This work is done by Team Gradient as part of course project for DA221M Aug-Nov 2024 IIT Guwahati. This project focuses on detecting emotions from speech using deep learning and audio preprocessing techniques like Mel-Spectrogram extraction. It combines exploratory analysis, model training, and result visualization for robust emotion classification.
EmoDetect_MelSpec/
│
├── metrics/ # Visual results and final evaluation
│ ├── Final_metrics.png
│ └── Report_DS.pdf
│
├── notebook/ # Jupyter notebook for training/experimentation
│ └── Speech_Emotion_Detection.ipynb
│
├── Dataset Links # Text file or markdown linking data sources
├── README.md # Project overview and documentation
├── Testing_model.jpg # Model architecture or testing visualization
├── app.py # Script for running predictions/inference
└── requirements.txtThis project implements a Speech Emotion Recognition (SER) system that classifies emotional states from spoken audio using Mel-spectrograms and deep learning architectures. The core objective is to enhance human-robot interaction by enabling machines to understand emotional context from speech.
The system leverages EfficientNetB7 and ResNet models fine-tuned on spectrogram representations of audio signals.
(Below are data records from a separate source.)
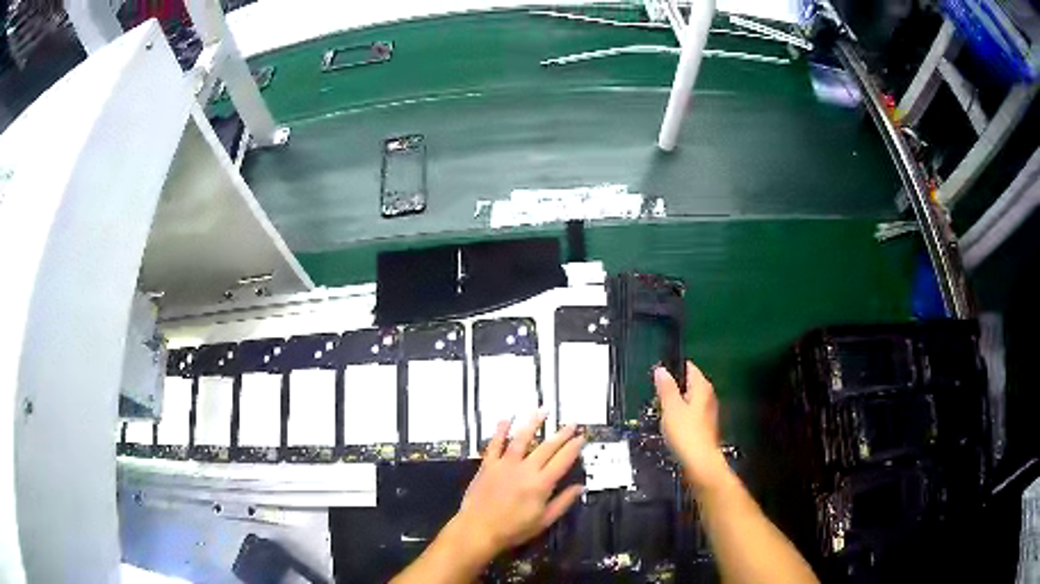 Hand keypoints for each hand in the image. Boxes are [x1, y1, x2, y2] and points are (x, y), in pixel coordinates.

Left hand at [454, 411, 585, 557]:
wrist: (478, 529)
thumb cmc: (513, 529)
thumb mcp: (544, 521)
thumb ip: (563, 502)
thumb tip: (580, 487)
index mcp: (541, 484)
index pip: (563, 461)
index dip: (574, 447)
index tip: (582, 437)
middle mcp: (525, 469)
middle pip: (547, 447)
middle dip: (561, 434)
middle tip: (571, 423)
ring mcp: (505, 464)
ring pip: (521, 439)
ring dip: (533, 423)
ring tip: (542, 411)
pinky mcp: (488, 464)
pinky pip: (495, 444)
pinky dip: (500, 430)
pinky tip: (506, 419)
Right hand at [655, 362, 731, 491]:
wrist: (700, 462)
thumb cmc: (685, 433)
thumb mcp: (670, 407)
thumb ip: (666, 387)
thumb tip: (661, 370)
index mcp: (701, 387)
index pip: (688, 367)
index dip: (673, 368)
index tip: (658, 375)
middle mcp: (708, 396)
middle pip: (689, 383)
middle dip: (673, 387)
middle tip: (657, 395)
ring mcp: (708, 411)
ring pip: (689, 399)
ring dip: (676, 403)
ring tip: (662, 411)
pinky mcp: (705, 426)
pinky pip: (691, 413)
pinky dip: (681, 416)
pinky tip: (671, 426)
It supports both binary and multiclass emotion classification tasks and includes an end-to-end pipeline from preprocessing to inference.
The following outlines the core components and their corresponding locations based on the current repository:
-
Dataset Preprocessing
- Implemented within the notebook:
📁notebook/Speech_Emotion_Detection.ipynb - Functions include:
- Audio loading and trimming
- Normalization
- Label encoding
- Implemented within the notebook:
-
Spectrogram Generation and Model Pipeline
- Mel-Spectrogram Extraction and input preparation are carried out in the same notebook.
- Feature extraction and augmentation are applied before model training.
-
Model Training and Testing
- Training is implemented inside the Jupyter notebook.
- Models include deep CNNs based on EfficientNet and ResNet variants (training setup visible in
Speech_Emotion_Detection.ipynb).
-
Visualization and Evaluation
- Performance metrics and confusion matrix are plotted in the notebook and stored in:
📁metrics/Final_metrics.png - Intermediate results and insights are documented in:
📁metrics/Report_DS.pdf
- Performance metrics and confusion matrix are plotted in the notebook and stored in:
-
Inference Script
- A standalone Python file for model inference is available:
📄app.py - This script loads the trained model and processes new audio inputs for prediction.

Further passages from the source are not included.